Working with budgets

AI traffic has a habit of growing without anybody noticing until the invoice arrives. A research team starts a benchmark, leaves it running over a weekend, and bills three weeks of normal spend in two days. A new agent framework gets wired into a production path and starts making ten calls where a human would have made one. A leaked credential lands in a public repository and an attacker spends a few hours mining it before the security team notices. Each of these scenarios is preventable, but only if there is a clear answer to two questions: how much should this thing be allowed to spend, and who is responsible for noticing when it spends more.

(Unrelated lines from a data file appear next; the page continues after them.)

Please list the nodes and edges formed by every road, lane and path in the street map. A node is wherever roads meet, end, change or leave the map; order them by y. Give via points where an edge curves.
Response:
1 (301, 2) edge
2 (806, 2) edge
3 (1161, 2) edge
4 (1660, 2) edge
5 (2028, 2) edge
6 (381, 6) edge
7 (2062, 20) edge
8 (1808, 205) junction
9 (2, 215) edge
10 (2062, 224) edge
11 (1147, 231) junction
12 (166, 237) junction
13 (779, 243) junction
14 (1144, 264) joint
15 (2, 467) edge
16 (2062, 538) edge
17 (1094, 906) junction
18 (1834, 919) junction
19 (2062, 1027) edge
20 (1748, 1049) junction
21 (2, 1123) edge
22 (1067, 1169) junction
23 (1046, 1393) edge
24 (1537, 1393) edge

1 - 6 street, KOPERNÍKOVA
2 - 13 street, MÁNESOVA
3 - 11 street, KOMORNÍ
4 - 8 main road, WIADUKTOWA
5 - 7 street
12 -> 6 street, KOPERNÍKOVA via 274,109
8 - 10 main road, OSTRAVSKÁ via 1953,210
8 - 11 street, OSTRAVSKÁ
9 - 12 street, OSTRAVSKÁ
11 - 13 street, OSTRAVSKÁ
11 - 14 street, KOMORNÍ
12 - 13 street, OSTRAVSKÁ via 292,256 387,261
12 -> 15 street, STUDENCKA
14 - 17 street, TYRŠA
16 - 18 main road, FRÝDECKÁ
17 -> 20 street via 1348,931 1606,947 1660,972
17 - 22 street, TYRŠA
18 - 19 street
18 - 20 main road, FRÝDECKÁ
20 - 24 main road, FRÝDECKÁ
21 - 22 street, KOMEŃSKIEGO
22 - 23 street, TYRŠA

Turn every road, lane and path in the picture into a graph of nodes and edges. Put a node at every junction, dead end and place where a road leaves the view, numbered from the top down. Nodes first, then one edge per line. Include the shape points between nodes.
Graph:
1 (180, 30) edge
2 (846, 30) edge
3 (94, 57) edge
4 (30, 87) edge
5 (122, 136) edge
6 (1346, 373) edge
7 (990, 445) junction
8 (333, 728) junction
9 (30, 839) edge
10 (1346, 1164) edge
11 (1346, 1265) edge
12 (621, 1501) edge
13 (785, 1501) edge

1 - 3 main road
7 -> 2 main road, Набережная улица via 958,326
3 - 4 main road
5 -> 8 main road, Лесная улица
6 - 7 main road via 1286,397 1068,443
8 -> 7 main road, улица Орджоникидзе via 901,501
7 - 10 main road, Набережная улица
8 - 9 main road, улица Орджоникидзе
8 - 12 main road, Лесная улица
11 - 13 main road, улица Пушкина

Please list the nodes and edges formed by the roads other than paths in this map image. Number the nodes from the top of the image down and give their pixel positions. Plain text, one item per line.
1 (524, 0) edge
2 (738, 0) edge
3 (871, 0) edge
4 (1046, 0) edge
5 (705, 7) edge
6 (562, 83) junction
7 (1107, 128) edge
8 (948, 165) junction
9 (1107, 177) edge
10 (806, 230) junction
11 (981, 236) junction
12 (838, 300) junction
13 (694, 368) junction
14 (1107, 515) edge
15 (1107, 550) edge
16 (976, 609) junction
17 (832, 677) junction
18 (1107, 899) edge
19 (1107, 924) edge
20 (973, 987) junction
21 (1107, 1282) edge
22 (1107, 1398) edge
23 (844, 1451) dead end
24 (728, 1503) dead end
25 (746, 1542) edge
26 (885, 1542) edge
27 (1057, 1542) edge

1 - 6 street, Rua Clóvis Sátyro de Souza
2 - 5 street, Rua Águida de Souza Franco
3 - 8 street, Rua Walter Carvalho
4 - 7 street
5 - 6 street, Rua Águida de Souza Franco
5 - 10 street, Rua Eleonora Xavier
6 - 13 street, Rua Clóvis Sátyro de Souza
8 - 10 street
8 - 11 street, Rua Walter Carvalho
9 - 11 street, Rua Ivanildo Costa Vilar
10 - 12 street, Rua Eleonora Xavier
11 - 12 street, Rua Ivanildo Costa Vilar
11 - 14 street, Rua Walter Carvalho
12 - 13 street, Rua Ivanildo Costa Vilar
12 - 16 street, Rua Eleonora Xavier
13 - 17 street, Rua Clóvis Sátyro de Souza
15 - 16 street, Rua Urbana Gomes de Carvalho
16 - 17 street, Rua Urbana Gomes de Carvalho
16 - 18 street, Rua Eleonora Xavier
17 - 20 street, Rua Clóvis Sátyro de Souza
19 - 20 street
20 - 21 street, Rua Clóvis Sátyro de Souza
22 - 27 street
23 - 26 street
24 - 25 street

The platform's answer to those questions is layered. There is no single "budgets" screen that owns the entire mechanism end-to-end; instead, the budgeting story is the combination of three things that already exist: per-key rate limits, which enforce hard ceilings on token consumption inline at the gateway; Usage Analytics, which is where spending against those ceilings becomes visible after the fact; and the API-key-per-purpose convention that makes the first two tools precise rather than blurry. This guide covers how to combine those mechanisms into an actual budgeting discipline, when each piece is the right tool, and the operational patterns that work across the most common spending scenarios.

Persona: Platform operator working in the Admin Dashboard, often in partnership with the developer teams that own specific API keys.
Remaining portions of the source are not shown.